What needs to be done: Pull every "Drive" line out of the data below.

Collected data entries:
——

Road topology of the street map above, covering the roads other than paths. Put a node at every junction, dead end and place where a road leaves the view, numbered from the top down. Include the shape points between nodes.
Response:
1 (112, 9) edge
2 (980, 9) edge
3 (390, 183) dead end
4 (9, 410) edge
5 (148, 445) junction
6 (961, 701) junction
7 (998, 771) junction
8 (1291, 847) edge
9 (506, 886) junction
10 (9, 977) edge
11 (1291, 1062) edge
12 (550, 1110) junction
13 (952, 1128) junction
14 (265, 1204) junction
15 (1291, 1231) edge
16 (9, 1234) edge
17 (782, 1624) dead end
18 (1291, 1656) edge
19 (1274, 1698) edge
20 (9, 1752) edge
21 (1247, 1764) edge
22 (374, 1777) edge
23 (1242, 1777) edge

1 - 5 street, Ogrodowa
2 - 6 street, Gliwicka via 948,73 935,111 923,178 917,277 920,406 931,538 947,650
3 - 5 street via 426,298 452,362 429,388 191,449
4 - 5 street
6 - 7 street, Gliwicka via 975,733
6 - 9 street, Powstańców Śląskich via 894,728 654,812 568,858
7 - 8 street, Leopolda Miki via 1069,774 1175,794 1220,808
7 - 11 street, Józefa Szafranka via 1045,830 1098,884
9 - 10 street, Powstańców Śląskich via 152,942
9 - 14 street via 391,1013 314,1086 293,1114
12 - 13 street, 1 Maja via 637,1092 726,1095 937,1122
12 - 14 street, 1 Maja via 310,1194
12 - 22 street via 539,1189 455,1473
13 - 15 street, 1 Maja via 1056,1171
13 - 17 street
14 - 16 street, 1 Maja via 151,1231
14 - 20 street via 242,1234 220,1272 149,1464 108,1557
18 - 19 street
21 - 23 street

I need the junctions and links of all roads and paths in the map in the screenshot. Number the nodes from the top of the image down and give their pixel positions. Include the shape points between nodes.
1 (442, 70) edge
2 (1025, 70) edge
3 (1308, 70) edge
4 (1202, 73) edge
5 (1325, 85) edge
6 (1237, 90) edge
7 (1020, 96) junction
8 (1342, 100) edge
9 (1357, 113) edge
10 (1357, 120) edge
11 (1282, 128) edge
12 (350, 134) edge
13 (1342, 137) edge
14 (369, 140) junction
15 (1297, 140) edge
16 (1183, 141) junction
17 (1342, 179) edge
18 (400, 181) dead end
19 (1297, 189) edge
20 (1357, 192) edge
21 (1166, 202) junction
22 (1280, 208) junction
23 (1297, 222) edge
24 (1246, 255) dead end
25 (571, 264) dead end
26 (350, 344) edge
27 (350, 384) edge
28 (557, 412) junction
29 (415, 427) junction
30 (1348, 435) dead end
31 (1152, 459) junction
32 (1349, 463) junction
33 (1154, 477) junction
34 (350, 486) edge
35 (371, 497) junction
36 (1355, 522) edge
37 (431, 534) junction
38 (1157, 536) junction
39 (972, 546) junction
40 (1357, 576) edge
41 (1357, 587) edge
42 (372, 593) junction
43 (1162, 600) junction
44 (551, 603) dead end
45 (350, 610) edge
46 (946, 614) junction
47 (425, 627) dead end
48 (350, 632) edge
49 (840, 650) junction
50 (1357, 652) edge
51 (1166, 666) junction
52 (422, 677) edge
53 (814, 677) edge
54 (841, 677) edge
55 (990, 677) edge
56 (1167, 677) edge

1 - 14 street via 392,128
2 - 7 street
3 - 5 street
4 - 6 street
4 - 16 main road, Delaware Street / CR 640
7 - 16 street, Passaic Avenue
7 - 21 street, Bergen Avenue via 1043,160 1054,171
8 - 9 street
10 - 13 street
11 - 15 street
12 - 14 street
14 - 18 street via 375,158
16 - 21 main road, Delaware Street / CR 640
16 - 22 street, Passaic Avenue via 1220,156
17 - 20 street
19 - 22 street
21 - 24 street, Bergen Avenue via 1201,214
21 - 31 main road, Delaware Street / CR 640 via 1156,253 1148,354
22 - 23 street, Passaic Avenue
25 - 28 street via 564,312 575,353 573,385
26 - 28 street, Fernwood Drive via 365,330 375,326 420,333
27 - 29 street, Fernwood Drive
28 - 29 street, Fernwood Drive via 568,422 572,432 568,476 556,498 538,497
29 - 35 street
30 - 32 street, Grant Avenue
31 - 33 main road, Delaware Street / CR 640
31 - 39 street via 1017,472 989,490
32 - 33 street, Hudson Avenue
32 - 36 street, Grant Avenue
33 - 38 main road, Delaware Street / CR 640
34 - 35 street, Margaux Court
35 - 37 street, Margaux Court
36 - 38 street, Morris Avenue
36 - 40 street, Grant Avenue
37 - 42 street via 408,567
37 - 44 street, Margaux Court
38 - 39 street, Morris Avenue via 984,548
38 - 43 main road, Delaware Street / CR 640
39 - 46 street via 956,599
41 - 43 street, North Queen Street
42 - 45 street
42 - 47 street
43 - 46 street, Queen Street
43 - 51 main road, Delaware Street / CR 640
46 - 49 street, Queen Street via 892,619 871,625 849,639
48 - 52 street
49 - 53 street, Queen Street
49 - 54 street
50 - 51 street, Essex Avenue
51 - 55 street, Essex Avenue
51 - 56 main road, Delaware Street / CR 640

——

Result for this task:
26 - 28 street, Fernwood Drive via 365,330 375,326 420,333
27 - 29 street, Fernwood Drive
28 - 29 street, Fernwood Drive via 568,422 572,432 568,476 556,498 538,497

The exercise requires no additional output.